Monday 6 September 2010

A Country Curate

If you're a reader of my old blog, welcome back. If you're not, there follows a bit of background - for more information than that, follow the link and enjoy the read!

After being a volunteer youth leader in Dorset for 5 years, God decided that he had plans for my life that didn't involve working in electronics. I followed his lead, and I've just spent two years at theological college in Cambridge doing the necessary academic training in order to eventually become a Church of England priest, with the ultimate target of becoming a vicar.

After academia, it's time to get some practical experience (not that the course was exclusively in the library - see the old blog again!) living and working in the real world, being trained alongside somebody who has been there. So having been ordained in July I'm living in North Wiltshire, licensed to the Greater Corsham and Lacock team as their curate.

The team comprises five churches, and I'm working across them all, although I am heavily focussed on Lacock in order to give me a fixed point of reference and the chance to get to know a congregation well. I'm attached to the Vicar of Lacock, Rev Sally Wheeler, who in the role of 'training incumbent' is responsible for making sure I get exposed to everything that is necessary for my professional development.

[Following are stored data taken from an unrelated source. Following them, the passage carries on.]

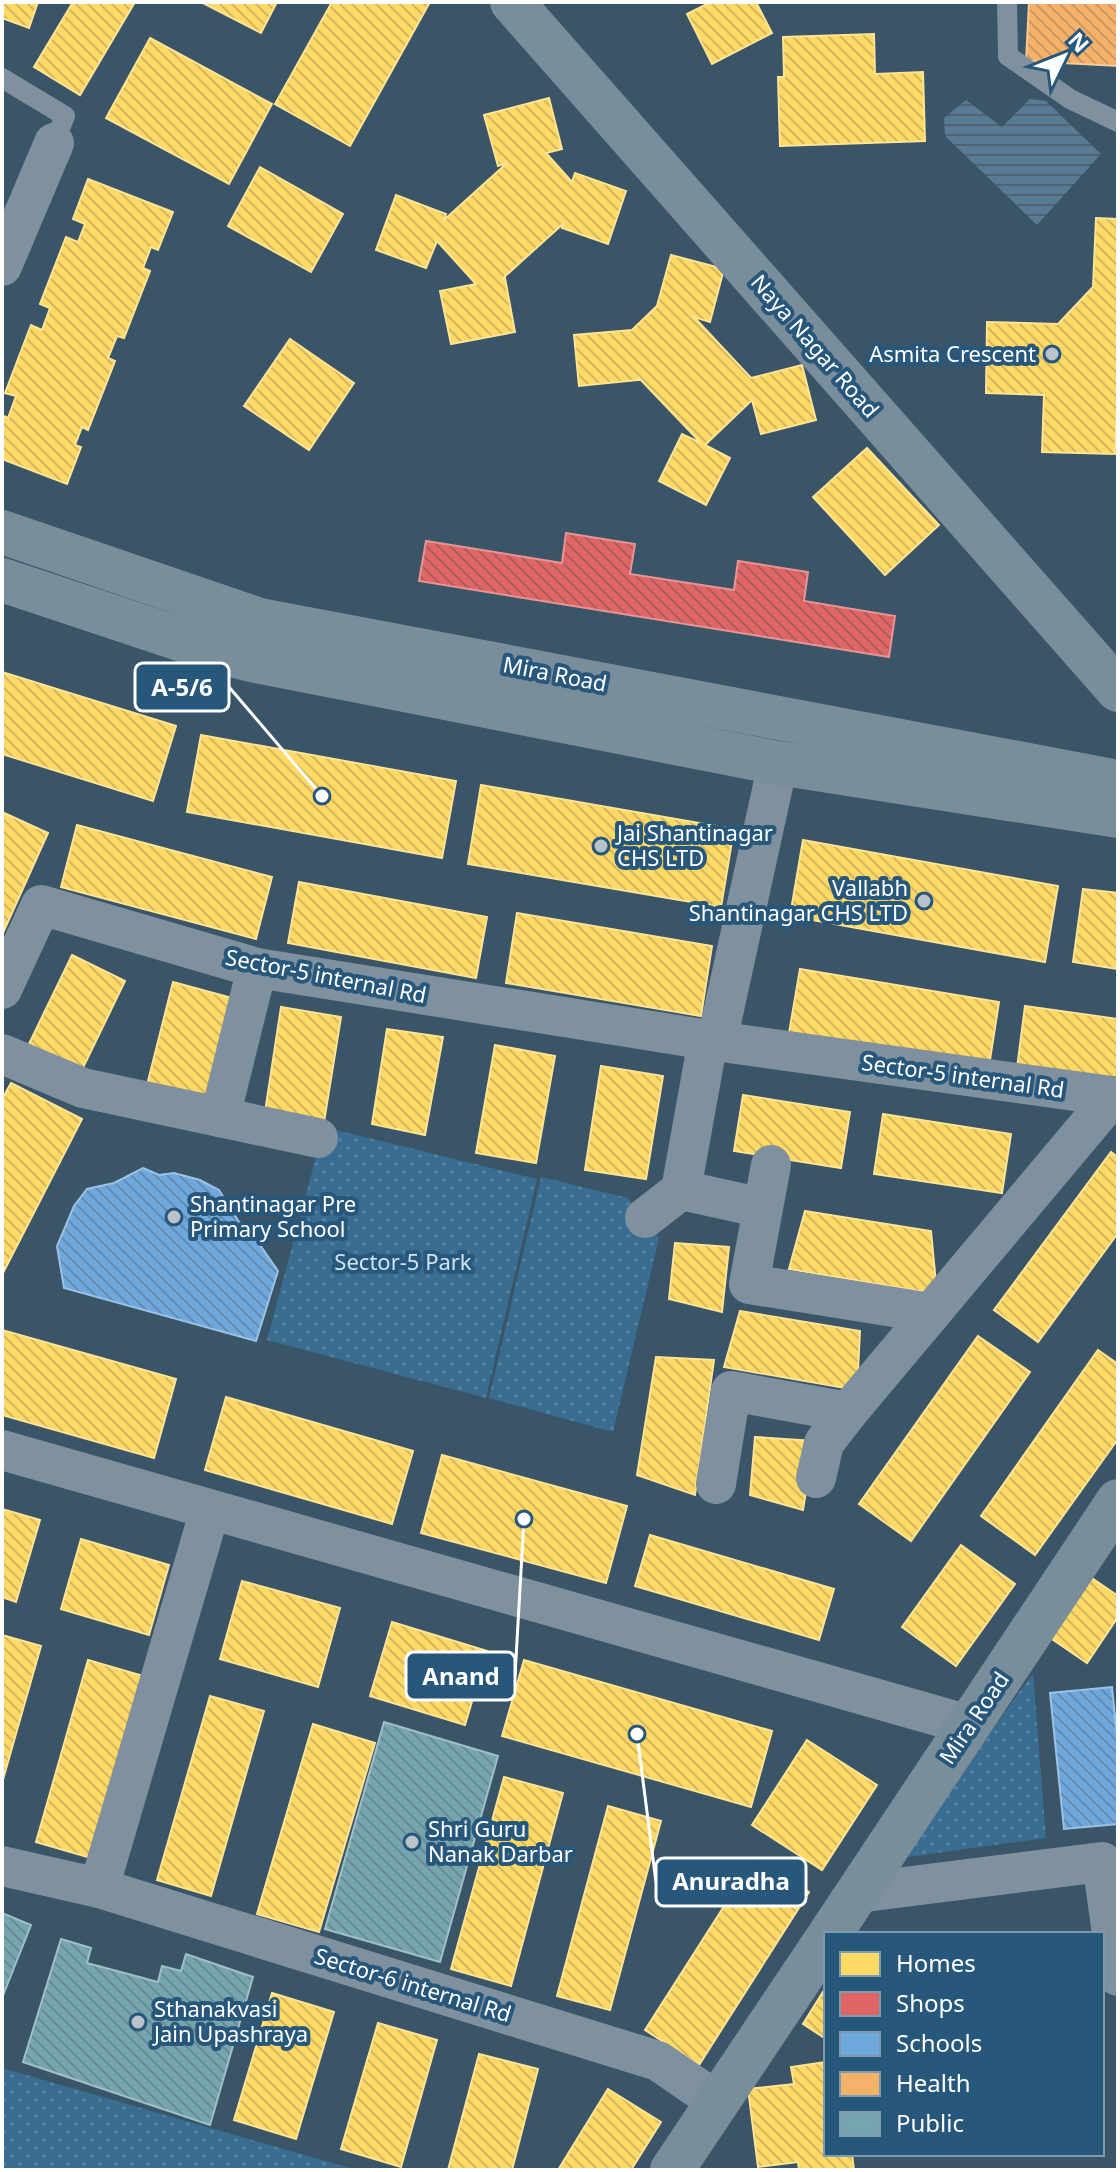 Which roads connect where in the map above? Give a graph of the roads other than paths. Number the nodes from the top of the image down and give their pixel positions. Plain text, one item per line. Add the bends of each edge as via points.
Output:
1 (512, 2) edge
2 (1007, 2) edge
3 (2, 78) edge
4 (1118, 122) edge
5 (54, 143) joint
6 (2, 266) edge
7 (2, 532) edge
8 (2, 580) edge
9 (1118, 690) edge
10 (778, 763) junction
11 (1118, 782) edge
12 (1118, 816) edge
13 (257, 968) junction
14 (2, 989) edge
15 (712, 1041) junction
16 (2, 1054) edge
17 (1115, 1097) edge
18 (220, 1117) junction
19 (318, 1138) dead end
20 (771, 1165) dead end
21 (681, 1190) junction
22 (763, 1208) junction
23 (645, 1218) dead end
24 (931, 1313) junction
25 (848, 1412) junction
26 (2, 1450) edge
27 (816, 1478) dead end
28 (716, 1484) dead end
29 (1118, 1501) edge
30 (210, 1510) junction
31 (1100, 1552) edge
32 (969, 1725) junction
33 (1110, 1862) edge
34 (2, 1866) edge
35 (99, 1888) junction
36 (857, 1893) junction
37 (831, 1932) edge
38 (824, 1943) edge
39 (1118, 1976) edge
40 (718, 2102) junction
41 (672, 2170) edge

1 - 9 main road, Naya Nagar Road
2 - 4 lane via 1008,56 1070,99
3 - 5 lane via 65,116
5 - 6 street
7 - 11 main road, Mira Road via 260,620
8 - 10 main road, Mira Road via 251,660
10 - 12 main road, Mira Road
10 - 15 street
13 - 14 street, Sector-5 internal Rd via 41,905
13 - 15 street, Sector-5 internal Rd
13 - 18 street
15 - 17 street, Sector-5 internal Rd
15 - 21 street
16 - 18 street via 83,1088
17 - 24 street, Sector-5 internal Rd
18 - 19 street
20 - 22 street
21 - 22 street
21 - 23 street
22 - 24 street via 749,1284
24 - 25 street, Sector-5 internal Rd
25 - 27 street, Sector-5 internal Rd via 824,1443
25 - 28 street via 731,1391
26 - 30 street
29 - 31 main road, Mira Road
30 - 32 street
30 - 35 street
31 - 32 main road, Mira Road
32 - 36 main road, Mira Road
33 - 36 street
33 - 39 street
34 - 35 street, Sector-6 internal Rd
35 - 40 street, Sector-6 internal Rd via 658,2061
36 - 37 main road, Mira Road
38 - 40 main road
40 - 41 main road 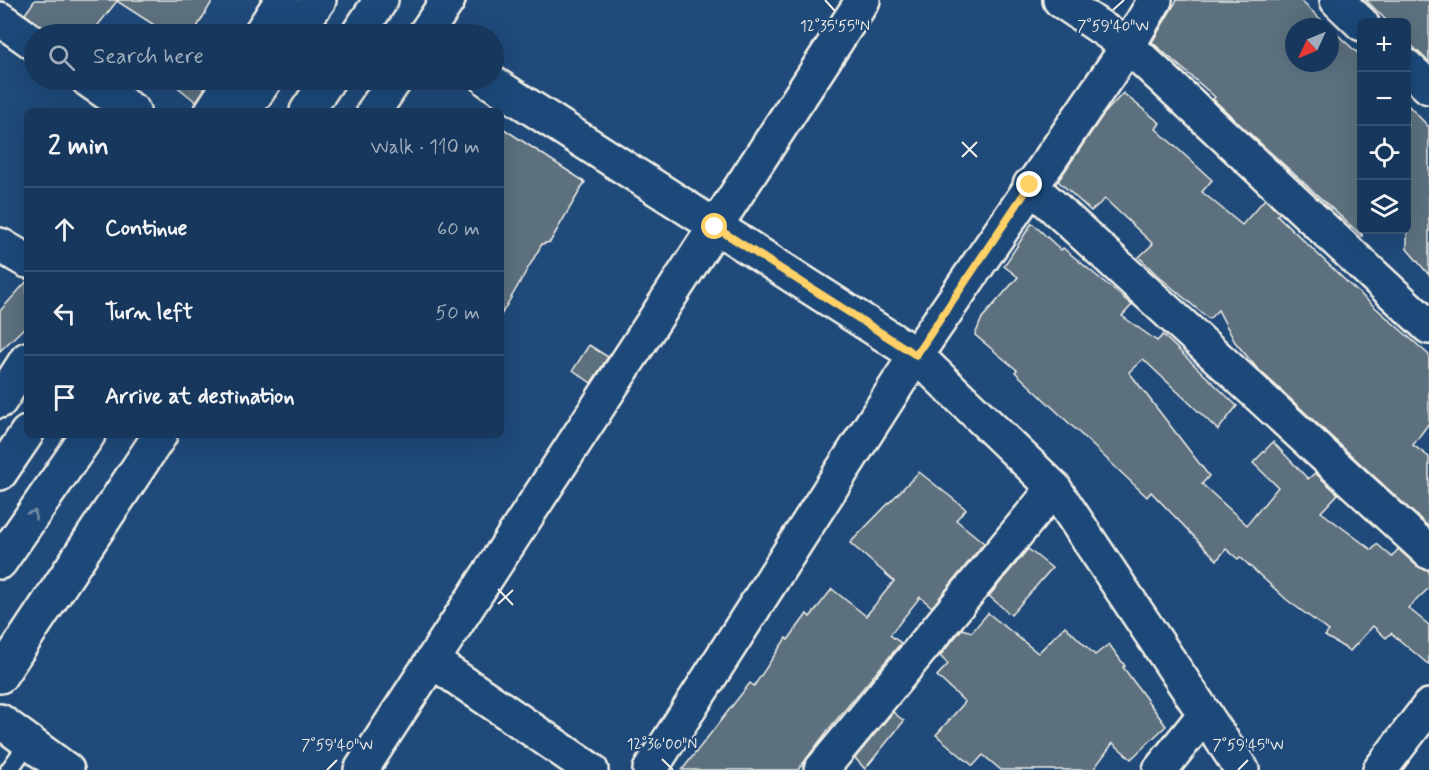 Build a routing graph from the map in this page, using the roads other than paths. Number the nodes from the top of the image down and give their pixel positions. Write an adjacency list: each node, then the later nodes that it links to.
1 (282, 0): 11 (main road)
2 (319, 0): 12 (main road)
3 (381, 0): 13 (main road)
4 (448, 0): 14 (main road)
5 (863, 0): 31 (main road)
6 (1060, 0): 16 (main road)
7 (1155, 0): 16 (main road)
8 (1336, 0): 10 (main road)
9 (0, 19): 15 (main road)
10 (1357, 19)
11 (267, 24)
12 (302, 24)
13 (365, 24)
14 (432, 24)
15 (24, 36)
16 (1128, 45): 30 (main road); 34 (main road)
17 (1411, 70): 18 (main road)
18 (1429, 87)
19 (103, 90): 25 (main road)
20 (226, 90): 26 (main road)
21 (258, 90): 27 (main road)
22 (321, 90): 28 (main road)
23 (388, 90): 29 (main road)
24 (503, 90): 31 (main road)
25 (129, 108)
26 (214, 108)
27 (246, 108)
28 (309, 108)
29 (376, 108)
30 (1030, 185): 35 (main road); 43 (main road)
31 (715, 227): 35 (main road); 45 (main road)
32 (0, 245): 33 (main road)
33 (24, 259)
34 (1429, 327)
35 (916, 355): 42 (main road); 55 (main road)
36 (24, 364): 37 (main road)
37 (0, 400)
38 (24, 437): 41 (main road)
39 (86, 438): 44 (main road, one-way to 39)
40 (158, 438): 46 (main road)
41 (0, 473)
42 (1054, 488): 48 (main road); 56 (main road)
43 (1429, 552)
44 (0, 562)
45 (432, 661): 53 (main road); 54 (main road)
46 (0, 676)
47 (1429, 706): 59 (main road)
48 (1205, 714): 57 (main road); 58 (main road)
49 (0, 721): 50 (main road)
50 (29, 742): 51 (lane); 52 (main road)
51 (9, 770)
52 (67, 770)
53 (362, 770)
54 (591, 770)
55 (650, 770)
56 (821, 770)
57 (1160, 770)
58 (1242, 770)
59 (1380, 770) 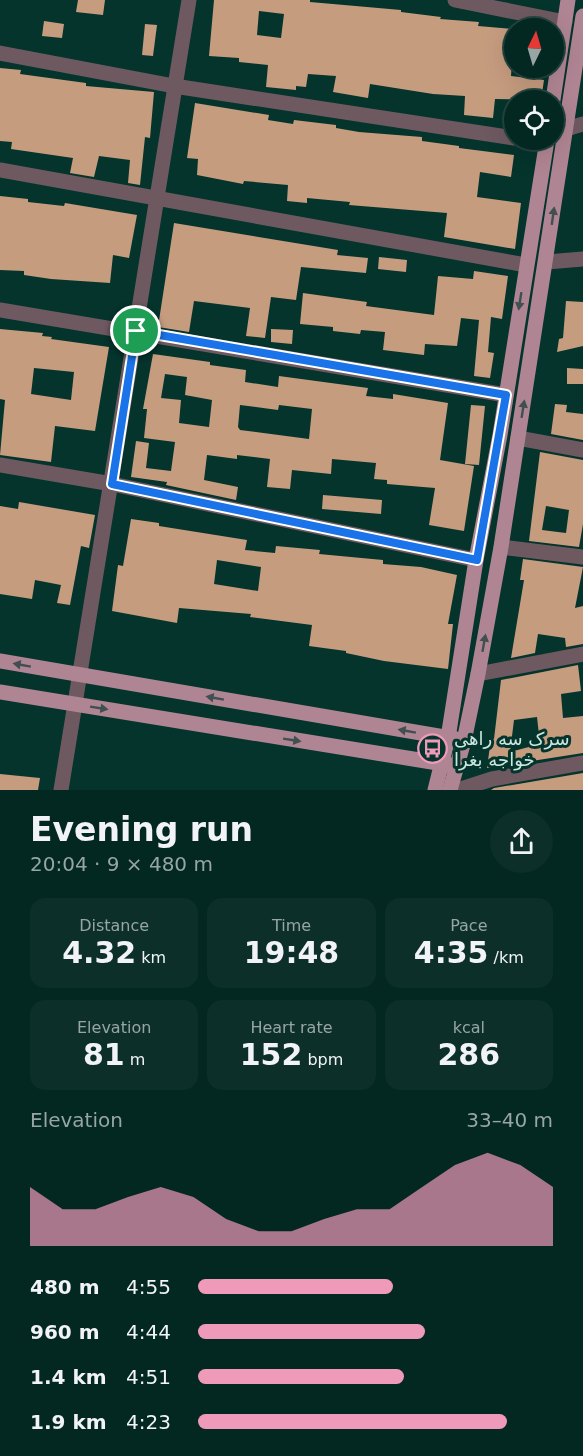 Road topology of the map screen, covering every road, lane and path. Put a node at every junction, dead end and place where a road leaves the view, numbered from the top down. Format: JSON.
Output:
{"nodes":[{"id":1,"x":189,"y":0,"type":"edge"},
{"id":2,"x":455,"y":0,"type":"edge"},
{"id":3,"x":568,"y":0,"type":"edge"},
{"id":4,"x":583,"y":20,"type":"edge"},
{"id":5,"x":565,"y":22,"type":"junction"},
{"id":6,"x":0,"y":53,"type":"edge"},
{"id":7,"x":174,"y":86,"type":"junction"},
{"id":8,"x":555,"y":90,"type":"edge"},
{"id":9,"x":583,"y":124,"type":"edge"},
{"id":10,"x":566,"y":129,"type":"junction"},
{"id":11,"x":504,"y":136,"type":"edge"},
{"id":12,"x":545,"y":150,"type":"edge"},
{"id":13,"x":0,"y":170,"type":"edge"},
{"id":14,"x":158,"y":197,"type":"junction"},
{"id":15,"x":583,"y":259,"type":"edge"},
{"id":16,"x":547,"y":262,"type":"junction"},
{"id":17,"x":526,"y":265,"type":"junction"},
{"id":18,"x":0,"y":310,"type":"edge"},
{"id":19,"x":136,"y":331,"type":"junction"},
{"id":20,"x":506,"y":395,"type":"junction"},
{"id":21,"x":518,"y":438,"type":"junction"},
{"id":22,"x":583,"y":450,"type":"edge"},
{"id":23,"x":0,"y":465,"type":"edge"},
{"id":24,"x":112,"y":484,"type":"junction"},
{"id":25,"x":501,"y":547,"type":"junction"},
{"id":26,"x":583,"y":557,"type":"edge"},
{"id":27,"x":477,"y":560,"type":"junction"},
{"id":28,"x":583,"y":654,"type":"edge"},
{"id":29,"x":0,"y":661,"type":"edge"},
{"id":30,"x":478,"y":674,"type":"junction"},
{"id":31,"x":81,"y":675,"type":"junction"},
{"id":32,"x":0,"y":692,"type":"edge"},
{"id":33,"x":76,"y":705,"type":"junction"},
{"id":34,"x":448,"y":738,"type":"junction"},
{"id":35,"x":464,"y":741,"type":"junction"},
{"id":36,"x":583,"y":763,"type":"edge"},
{"id":37,"x":440,"y":764,"type":"junction"},
{"id":38,"x":456,"y":766,"type":"junction"},
{"id":39,"x":61,"y":790,"type":"edge"},
{"id":40,"x":435,"y":790,"type":"edge"},
{"id":41,"x":450,"y":790,"type":"edge"},
{"id":42,"x":458,"y":790,"type":"edge"}],
"edges":[{"from":1,"to":7,"type":"street"},
{"from":2,"to":5,"type":"street"},
{"from":3,"to":5,"type":"main road"},
{"from":4,"to":10,"type":"main road"},
{"from":5,"to":8,"type":"main road"},
{"from":6,"to":7,"type":"street"},
{"from":7,"to":11,"type":"street"},
{"from":7,"to":14,"type":"street"},
{"from":9,"to":10,"type":"street"},
{"from":16,"to":10,"type":"main road","one_way":true},
{"from":12,"to":17,"type":"main road"},
{"from":13,"to":14,"type":"street"},
{"from":14,"to":17,"type":"street"},
{"from":14,"to":19,"type":"street"},
{"from":15,"to":16,"type":"street"},
{"from":21,"to":16,"type":"main road","one_way":true},
{"from":17,"to":20,"type":"main road","one_way":true},
{"from":18,"to":19,"type":"street"},
{"from":19,"to":20,"type":"street"},
{"from":19,"to":24,"type":"street"},
{"from":20,"to":27,"type":"main road"},
{"from":21,"to":22,"type":"street"},
{"from":21,"to":25,"type":"main road"},
{"from":23,"to":24,"type":"street"},
{"from":24,"to":27,"type":"street"},
{"from":24,"to":31,"type":"street"},
{"from":25,"to":26,"type":"street"},
{"from":30,"to":25,"type":"main road","one_way":true},
{"from":27,"to":34,"type":"main road"},
{"from":28,"to":30,"type":"street"},
{"from":31,"to":29,"type":"main road","one_way":true},
{"from":30,"to":35,"type":"main road"},
{"from":31,"to":33,"type":"street"},
{"from":34,"to":31,"type":"main road","one_way":true},
{"from":32,"to":33,"type":"main road"},
{"from":33,"to":37,"type":"main road","one_way":true},
{"from":33,"to":39,"type":"street"},
{"from":34,"to":35,"type":"main road"},
{"from":34,"to":37,"type":"main road"},
{"from":35,"to":38,"type":"main road"},
{"from":36,"to":42,"type":"street"},
{"from":37,"to":38,"type":"main road"},
{"from":37,"to":40,"type":"main road"},
{"from":38,"to":41,"type":"main road"}]} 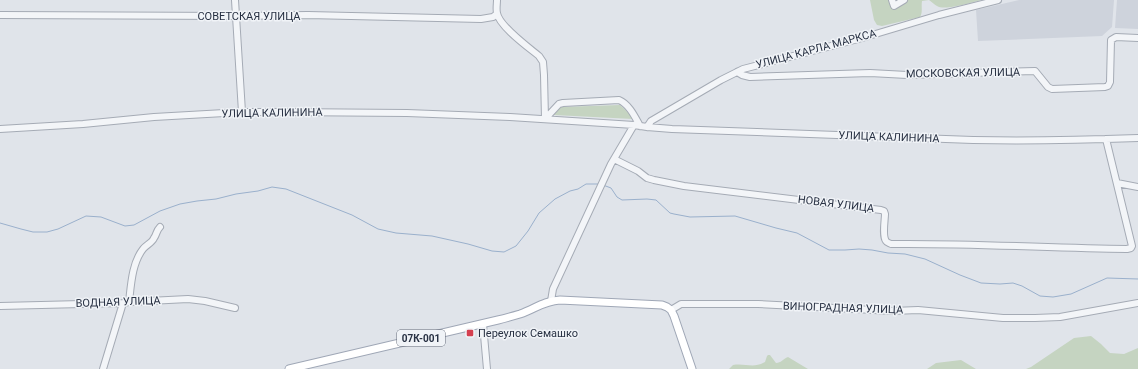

I'm here for up to four years - that's partly dependent on how well the training goes, partly on what positions are available in 2013/14, and partly on my children's life choices with the timing of GCSEs and A-levels. As it's a really busy team of churches there is no lack of experience to be had here - there are 35 weddings this year, and I've already been to more funerals in the last 2 months than in the rest of my life previously.

I hope to use this blog to share a flavour of what it's like to be a curate in the English countryside. I know several readers of the previous blog were considering or were about to enter training, and I'd like to think that what I write here will help give them a better appreciation of what the curacy phase can be like.